**WHAT THE EXERCISE ASKS**. An exact copy of the records is needed; please leave the images out.

------ SOURCE MATERIAL ------

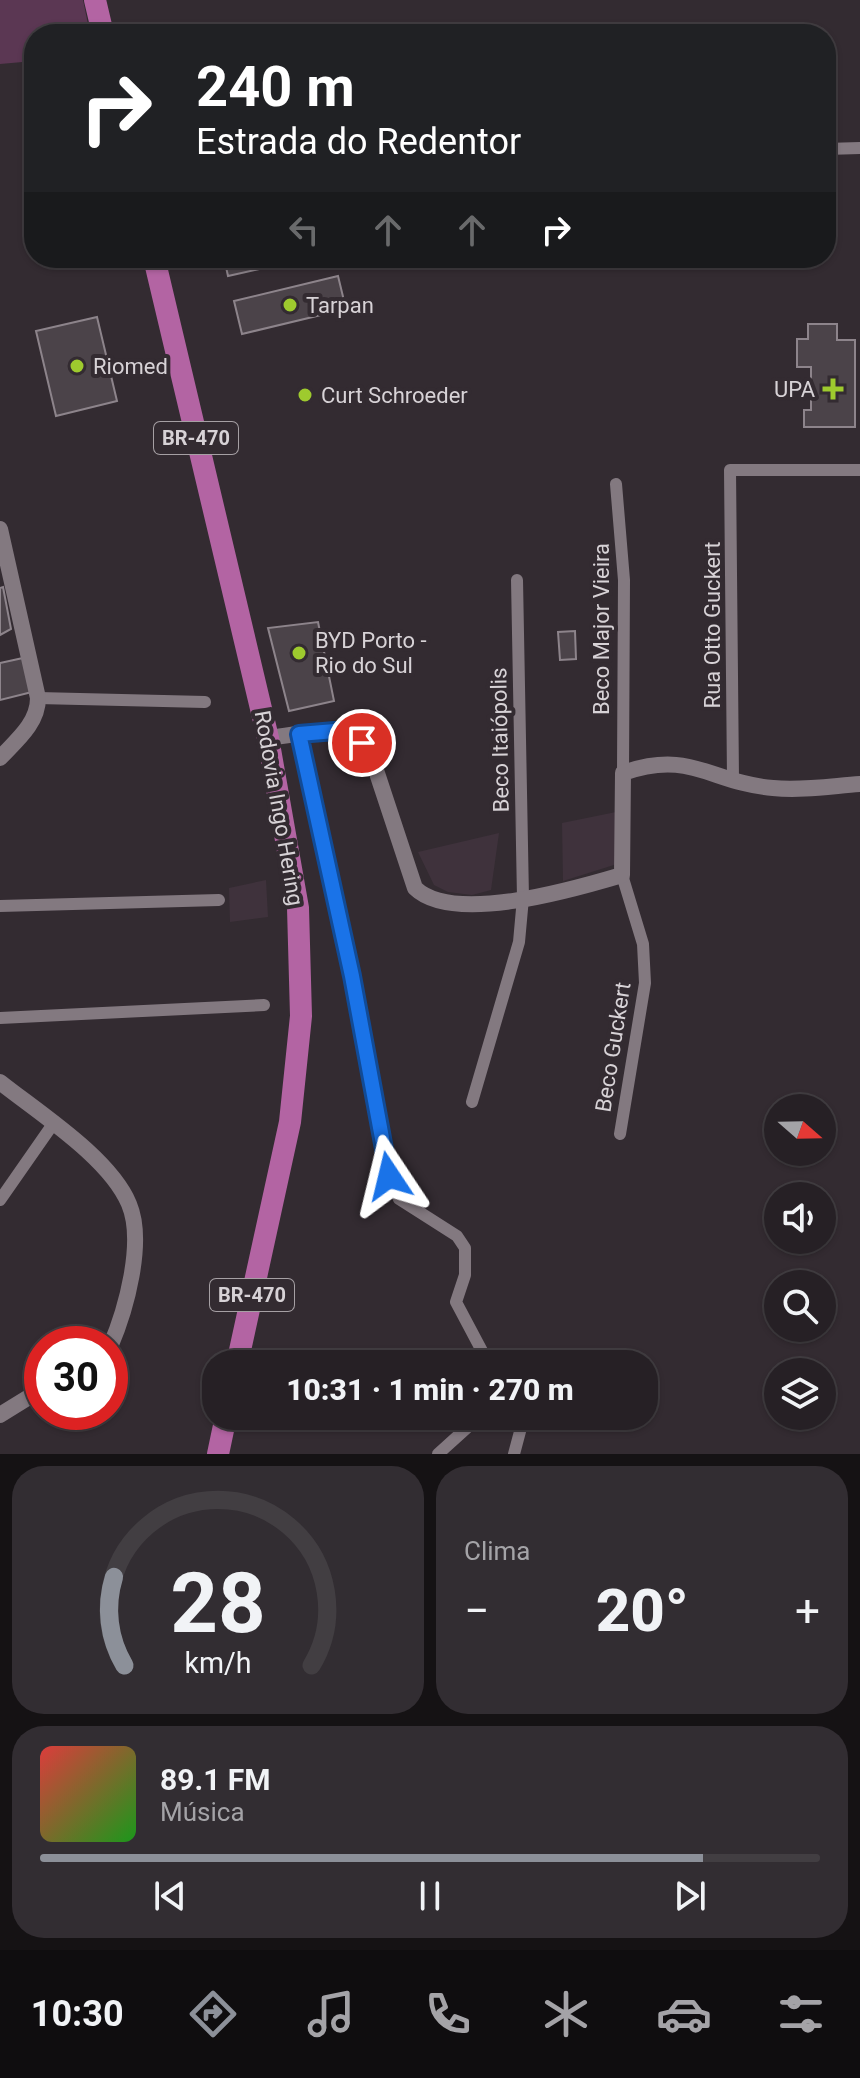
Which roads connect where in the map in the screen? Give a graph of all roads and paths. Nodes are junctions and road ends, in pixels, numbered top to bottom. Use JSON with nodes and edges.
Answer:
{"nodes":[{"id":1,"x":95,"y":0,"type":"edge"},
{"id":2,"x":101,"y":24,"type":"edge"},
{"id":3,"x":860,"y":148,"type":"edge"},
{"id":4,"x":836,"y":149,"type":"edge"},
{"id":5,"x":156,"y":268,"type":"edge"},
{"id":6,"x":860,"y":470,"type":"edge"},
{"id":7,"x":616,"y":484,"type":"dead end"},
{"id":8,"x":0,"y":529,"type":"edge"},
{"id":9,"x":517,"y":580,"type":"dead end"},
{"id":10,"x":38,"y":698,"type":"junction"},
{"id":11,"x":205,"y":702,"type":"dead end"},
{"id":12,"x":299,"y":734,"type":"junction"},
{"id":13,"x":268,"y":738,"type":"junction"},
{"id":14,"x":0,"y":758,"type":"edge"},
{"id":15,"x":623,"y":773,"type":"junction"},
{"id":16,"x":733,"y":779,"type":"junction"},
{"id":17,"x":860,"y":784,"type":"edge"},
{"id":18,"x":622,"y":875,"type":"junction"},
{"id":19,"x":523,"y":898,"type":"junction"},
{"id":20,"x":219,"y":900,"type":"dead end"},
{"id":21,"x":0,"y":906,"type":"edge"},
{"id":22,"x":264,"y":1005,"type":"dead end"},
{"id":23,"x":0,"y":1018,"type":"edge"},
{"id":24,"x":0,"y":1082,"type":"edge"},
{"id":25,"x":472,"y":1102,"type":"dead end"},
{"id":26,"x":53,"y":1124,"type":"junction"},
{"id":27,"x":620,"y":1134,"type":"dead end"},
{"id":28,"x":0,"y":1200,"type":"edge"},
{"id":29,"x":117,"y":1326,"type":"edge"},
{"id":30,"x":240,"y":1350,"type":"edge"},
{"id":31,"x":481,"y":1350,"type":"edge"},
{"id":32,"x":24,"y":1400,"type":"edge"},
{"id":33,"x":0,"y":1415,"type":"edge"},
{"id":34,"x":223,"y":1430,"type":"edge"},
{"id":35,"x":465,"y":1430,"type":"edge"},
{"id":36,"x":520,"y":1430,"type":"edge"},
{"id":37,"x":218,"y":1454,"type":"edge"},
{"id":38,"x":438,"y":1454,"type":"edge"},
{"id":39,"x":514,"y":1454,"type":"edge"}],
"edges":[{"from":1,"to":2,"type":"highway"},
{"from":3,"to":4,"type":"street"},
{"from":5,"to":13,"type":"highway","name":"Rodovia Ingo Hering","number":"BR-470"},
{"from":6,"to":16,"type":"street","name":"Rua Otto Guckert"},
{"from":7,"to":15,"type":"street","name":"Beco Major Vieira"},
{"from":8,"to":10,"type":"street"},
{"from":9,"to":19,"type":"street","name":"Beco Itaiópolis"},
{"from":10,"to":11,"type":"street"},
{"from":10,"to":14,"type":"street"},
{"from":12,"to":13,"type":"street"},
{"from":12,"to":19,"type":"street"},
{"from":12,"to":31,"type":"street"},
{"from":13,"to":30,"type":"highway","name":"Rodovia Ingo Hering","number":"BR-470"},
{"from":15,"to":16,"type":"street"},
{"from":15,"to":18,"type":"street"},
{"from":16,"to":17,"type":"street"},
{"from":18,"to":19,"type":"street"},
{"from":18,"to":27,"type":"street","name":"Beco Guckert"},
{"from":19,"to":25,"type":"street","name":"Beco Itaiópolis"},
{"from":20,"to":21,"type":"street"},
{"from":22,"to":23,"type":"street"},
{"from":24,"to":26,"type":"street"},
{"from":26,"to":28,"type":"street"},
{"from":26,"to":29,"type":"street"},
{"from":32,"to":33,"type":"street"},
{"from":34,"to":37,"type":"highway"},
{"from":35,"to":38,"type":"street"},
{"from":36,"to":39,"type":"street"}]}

------

**OUTPUT OF THE TASK**.
Which roads connect where in the map in the screen? Give a graph of all roads and paths. Nodes are junctions and road ends, in pixels, numbered top to bottom. Use JSON with nodes and edges.
Answer:
{"nodes":[{"id":1,"x":95,"y":0,"type":"edge"},
{"id":2,"x":101,"y":24,"type":"edge"},
{"id":3,"x":860,"y":148,"type":"edge"},
{"id":4,"x":836,"y":149,"type":"edge"},
{"id":5,"x":156,"y":268,"type":"edge"},
{"id":6,"x":860,"y":470,"type":"edge"},
{"id":7,"x":616,"y":484,"type":"dead end"},
{"id":8,"x":0,"y":529,"type":"edge"},
{"id":9,"x":517,"y":580,"type":"dead end"},
{"id":10,"x":38,"y":698,"type":"junction"},
{"id":11,"x":205,"y":702,"type":"dead end"},
{"id":12,"x":299,"y":734,"type":"junction"},
{"id":13,"x":268,"y":738,"type":"junction"},
{"id":14,"x":0,"y":758,"type":"edge"},
{"id":15,"x":623,"y":773,"type":"junction"},
{"id":16,"x":733,"y":779,"type":"junction"},
{"id":17,"x":860,"y":784,"type":"edge"},
{"id":18,"x":622,"y":875,"type":"junction"},
{"id":19,"x":523,"y":898,"type":"junction"},
{"id":20,"x":219,"y":900,"type":"dead end"},
{"id":21,"x":0,"y":906,"type":"edge"},
{"id":22,"x":264,"y":1005,"type":"dead end"},
{"id":23,"x":0,"y":1018,"type":"edge"},
{"id":24,"x":0,"y":1082,"type":"edge"},
{"id":25,"x":472,"y":1102,"type":"dead end"},
{"id":26,"x":53,"y":1124,"type":"junction"},
{"id":27,"x":620,"y":1134,"type":"dead end"},
{"id":28,"x":0,"y":1200,"type":"edge"},
{"id":29,"x":117,"y":1326,"type":"edge"},
{"id":30,"x":240,"y":1350,"type":"edge"},
{"id":31,"x":481,"y":1350,"type":"edge"},
{"id":32,"x":24,"y":1400,"type":"edge"},
{"id":33,"x":0,"y":1415,"type":"edge"},
{"id":34,"x":223,"y":1430,"type":"edge"},
{"id":35,"x":465,"y":1430,"type":"edge"},
{"id":36,"x":520,"y":1430,"type":"edge"},
{"id":37,"x":218,"y":1454,"type":"edge"},
{"id":38,"x":438,"y":1454,"type":"edge"},
{"id":39,"x":514,"y":1454,"type":"edge"}],
"edges":[{"from":1,"to":2,"type":"highway"},
{"from":3,"to":4,"type":"street"},
{"from":5,"to":13,"type":"highway","name":"Rodovia Ingo Hering","number":"BR-470"},
{"from":6,"to":16,"type":"street","name":"Rua Otto Guckert"},
{"from":7,"to":15,"type":"street","name":"Beco Major Vieira"},
{"from":8,"to":10,"type":"street"},
{"from":9,"to":19,"type":"street","name":"Beco Itaiópolis"},
{"from":10,"to":11,"type":"street"},
{"from":10,"to":14,"type":"street"},
{"from":12,"to":13,"type":"street"},
{"from":12,"to":19,"type":"street"},
{"from":12,"to":31,"type":"street"},
{"from":13,"to":30,"type":"highway","name":"Rodovia Ingo Hering","number":"BR-470"},
{"from":15,"to":16,"type":"street"},
{"from":15,"to":18,"type":"street"},
{"from":16,"to":17,"type":"street"},
{"from":18,"to":19,"type":"street"},
{"from":18,"to":27,"type":"street","name":"Beco Guckert"},
{"from":19,"to":25,"type":"street","name":"Beco Itaiópolis"},
{"from":20,"to":21,"type":"street"},
{"from":22,"to":23,"type":"street"},
{"from":24,"to":26,"type":"street"},
{"from":26,"to":28,"type":"street"},
{"from":26,"to":29,"type":"street"},
{"from":32,"to":33,"type":"street"},
{"from":34,"to":37,"type":"highway"},
{"from":35,"to":38,"type":"street"},
{"from":36,"to":39,"type":"street"}]}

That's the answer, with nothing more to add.